District: | 4th |
Predecessor: | Edward H. Kruse |
Successor: | J. Edward Roush |
Termend: | January 3, 1971 |
Termstart: | January 3, 1951 |
State: | Indiana |
Office1: | United States Ambassador to Ethiopia |
Predecessor1: | William O. Hall |
Successor1: | Arthur W. Hummel Jr. |
Termstart1: | July 8, 1971 |
Termend1: | February 12, 1974 |
Birth Date: | 14 December 1907 |
Birth Place: | Albion, Indiana, US |
Death Place: | Fort Wayne, Indiana, US |
Resting Place: | Greenlawn Memorial Park and Mausoleum in Fort Wayne, Indiana |
Alma Mater: | Hillsdale College, A.B. George Washington University Law School, J.D. |
Occupation: | Attorney |
Party: | Republican |
Edwin Ross Adair (December 14, 1907 – May 5, 1983) was an American lawyer and World War II veteran who served ten terms as a U.S. Representative from Indiana from 1951 to 1971. He also served as the United States Ambassador to Ethiopia from 1971 to 1974.

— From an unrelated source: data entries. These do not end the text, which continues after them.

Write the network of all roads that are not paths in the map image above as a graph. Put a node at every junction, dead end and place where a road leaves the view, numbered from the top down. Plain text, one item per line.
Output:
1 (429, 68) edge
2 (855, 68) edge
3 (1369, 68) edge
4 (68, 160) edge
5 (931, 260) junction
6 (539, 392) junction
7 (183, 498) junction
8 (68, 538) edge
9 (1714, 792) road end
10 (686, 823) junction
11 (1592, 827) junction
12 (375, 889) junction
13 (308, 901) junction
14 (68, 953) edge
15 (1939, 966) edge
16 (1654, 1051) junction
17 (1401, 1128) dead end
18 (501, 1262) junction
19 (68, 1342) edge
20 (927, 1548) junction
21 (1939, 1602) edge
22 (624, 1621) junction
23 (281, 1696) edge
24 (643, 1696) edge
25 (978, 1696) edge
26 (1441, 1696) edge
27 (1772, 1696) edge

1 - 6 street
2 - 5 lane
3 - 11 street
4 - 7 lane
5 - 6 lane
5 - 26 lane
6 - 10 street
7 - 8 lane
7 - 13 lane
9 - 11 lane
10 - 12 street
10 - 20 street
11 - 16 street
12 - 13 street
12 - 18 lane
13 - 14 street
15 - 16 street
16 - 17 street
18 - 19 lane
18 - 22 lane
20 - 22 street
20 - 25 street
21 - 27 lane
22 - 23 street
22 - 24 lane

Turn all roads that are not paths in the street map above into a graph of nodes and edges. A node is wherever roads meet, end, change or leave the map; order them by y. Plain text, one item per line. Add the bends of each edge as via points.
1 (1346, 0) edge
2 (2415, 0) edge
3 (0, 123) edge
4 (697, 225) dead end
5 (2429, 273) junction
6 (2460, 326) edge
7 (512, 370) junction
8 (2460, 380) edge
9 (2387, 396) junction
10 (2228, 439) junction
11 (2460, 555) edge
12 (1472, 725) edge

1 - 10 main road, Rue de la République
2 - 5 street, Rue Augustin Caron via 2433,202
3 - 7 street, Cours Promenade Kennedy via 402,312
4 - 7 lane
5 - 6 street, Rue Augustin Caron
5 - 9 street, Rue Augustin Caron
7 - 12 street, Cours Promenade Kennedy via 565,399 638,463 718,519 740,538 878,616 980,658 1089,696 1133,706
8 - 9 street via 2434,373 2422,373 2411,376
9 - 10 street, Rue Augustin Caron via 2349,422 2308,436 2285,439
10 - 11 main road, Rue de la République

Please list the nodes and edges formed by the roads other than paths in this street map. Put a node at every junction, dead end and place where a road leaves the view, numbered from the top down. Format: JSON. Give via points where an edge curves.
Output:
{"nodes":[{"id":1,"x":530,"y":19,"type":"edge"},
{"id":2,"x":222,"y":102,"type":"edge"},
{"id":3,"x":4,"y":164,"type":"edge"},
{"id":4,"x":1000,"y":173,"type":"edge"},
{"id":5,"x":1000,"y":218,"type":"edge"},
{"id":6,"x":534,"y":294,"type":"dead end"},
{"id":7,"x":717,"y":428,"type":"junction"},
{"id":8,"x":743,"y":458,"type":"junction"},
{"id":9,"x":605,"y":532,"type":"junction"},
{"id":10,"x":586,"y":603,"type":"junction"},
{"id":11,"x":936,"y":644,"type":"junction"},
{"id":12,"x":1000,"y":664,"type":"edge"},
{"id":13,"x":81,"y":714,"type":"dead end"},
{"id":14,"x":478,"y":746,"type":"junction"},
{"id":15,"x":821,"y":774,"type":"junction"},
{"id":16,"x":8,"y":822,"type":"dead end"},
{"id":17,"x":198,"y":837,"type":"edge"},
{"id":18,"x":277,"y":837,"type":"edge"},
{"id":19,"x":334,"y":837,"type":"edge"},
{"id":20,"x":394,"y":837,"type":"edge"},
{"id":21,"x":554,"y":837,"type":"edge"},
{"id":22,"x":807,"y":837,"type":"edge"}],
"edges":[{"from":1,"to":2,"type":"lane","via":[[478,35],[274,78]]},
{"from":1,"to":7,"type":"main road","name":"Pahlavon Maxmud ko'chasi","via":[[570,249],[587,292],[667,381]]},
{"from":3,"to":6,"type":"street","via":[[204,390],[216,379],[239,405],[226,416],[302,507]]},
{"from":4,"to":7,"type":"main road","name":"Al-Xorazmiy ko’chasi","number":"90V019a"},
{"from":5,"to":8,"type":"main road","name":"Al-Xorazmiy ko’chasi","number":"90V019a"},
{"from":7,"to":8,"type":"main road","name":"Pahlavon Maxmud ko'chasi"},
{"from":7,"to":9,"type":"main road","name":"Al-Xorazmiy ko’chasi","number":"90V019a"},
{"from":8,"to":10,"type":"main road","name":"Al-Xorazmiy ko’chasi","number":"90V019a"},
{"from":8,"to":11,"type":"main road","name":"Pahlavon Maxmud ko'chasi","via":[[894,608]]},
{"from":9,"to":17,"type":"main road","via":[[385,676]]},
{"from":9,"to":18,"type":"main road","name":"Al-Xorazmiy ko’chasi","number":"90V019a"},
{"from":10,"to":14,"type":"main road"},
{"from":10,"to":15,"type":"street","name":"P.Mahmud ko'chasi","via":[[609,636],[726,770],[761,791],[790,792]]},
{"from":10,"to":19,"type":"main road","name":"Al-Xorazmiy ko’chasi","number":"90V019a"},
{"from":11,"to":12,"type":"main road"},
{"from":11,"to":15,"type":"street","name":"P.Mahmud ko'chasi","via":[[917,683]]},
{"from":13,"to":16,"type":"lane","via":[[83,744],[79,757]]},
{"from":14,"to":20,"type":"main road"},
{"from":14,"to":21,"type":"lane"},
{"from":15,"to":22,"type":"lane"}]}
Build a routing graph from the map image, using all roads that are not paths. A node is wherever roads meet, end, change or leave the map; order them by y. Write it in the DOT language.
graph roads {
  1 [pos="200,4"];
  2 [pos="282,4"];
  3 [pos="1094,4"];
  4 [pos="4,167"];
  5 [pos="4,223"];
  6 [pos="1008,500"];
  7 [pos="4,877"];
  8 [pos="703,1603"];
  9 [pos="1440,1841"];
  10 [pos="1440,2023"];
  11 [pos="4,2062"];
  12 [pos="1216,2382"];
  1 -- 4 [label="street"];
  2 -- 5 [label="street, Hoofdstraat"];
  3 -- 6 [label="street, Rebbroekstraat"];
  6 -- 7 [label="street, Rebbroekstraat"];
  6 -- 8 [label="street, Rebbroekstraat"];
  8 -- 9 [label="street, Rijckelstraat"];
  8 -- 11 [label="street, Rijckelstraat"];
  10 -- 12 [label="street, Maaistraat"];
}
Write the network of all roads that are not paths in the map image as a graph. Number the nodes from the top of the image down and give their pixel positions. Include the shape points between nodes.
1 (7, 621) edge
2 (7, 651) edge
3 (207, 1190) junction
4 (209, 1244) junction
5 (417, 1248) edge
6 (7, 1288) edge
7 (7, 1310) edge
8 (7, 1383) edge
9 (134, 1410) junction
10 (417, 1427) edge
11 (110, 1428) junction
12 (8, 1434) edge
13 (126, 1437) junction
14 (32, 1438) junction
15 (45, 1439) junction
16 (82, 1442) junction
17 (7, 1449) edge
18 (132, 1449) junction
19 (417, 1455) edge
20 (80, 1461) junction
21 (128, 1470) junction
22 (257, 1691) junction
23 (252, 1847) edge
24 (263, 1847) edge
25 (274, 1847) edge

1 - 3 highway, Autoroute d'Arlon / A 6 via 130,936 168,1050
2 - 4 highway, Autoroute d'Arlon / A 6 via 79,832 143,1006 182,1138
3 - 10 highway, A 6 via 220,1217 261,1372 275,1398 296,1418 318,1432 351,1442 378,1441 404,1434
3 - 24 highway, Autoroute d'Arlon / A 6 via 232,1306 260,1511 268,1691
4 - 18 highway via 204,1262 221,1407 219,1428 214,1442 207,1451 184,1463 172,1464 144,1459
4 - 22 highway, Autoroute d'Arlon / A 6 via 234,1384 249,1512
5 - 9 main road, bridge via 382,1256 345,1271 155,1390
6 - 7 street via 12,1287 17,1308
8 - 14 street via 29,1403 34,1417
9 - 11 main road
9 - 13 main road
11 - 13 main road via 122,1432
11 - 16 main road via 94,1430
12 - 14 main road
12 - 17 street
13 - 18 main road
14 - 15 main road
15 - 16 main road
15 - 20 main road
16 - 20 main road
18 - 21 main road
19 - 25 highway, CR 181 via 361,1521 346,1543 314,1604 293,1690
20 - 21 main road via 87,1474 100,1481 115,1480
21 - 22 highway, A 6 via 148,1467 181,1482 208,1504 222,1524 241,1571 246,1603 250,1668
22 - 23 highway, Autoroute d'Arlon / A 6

Born in Albion, Indiana, Adair attended grade and high schools in that city. He graduated from Hillsdale College in Michigan, A.B., 1928, and from George Washington University Law School, Washington, D.C., LL.B., 1933.
He was admitted to the Indiana bar in 1933 and commenced the practice of law in Fort Wayne, Indiana. He served as probate commissioner of Allen County, Indiana from 1940 to 1950. During World War II, he was called to active duty as a second lieutenant in the Quartermaster Corps Reserve in September 1941 and served until October 1945. He received battle stars for the Normandy, Northern France, Ardennes, Rhine and Central European campaigns.
Adair was elected as a Republican from Indiana's 4th congressional district to the Eighty-second and to the nine succeeding Congresses (January 3, 1951 – January 3, 1971). Adair voted in favor of the Civil Rights Acts of 1957,[1] 1960,[2] 1964,[3] and 1968,[4] and the Voting Rights Act of 1965,[5] but voted present on the 24th Amendment to the U.S. Constitution.[6] He was an unsuccessful candidate for reelection in 1970 to the Ninety-second Congress.
He served as the United States Ambassador to Ethiopia from 1971 to 1974 as an appointee of President Richard Nixon.
He resumed the practice of law in Fort Wayne, Indiana, where he resided until his death there, May 5, 1983. He was interred at Greenlawn Memorial Park and Mausoleum in Fort Wayne.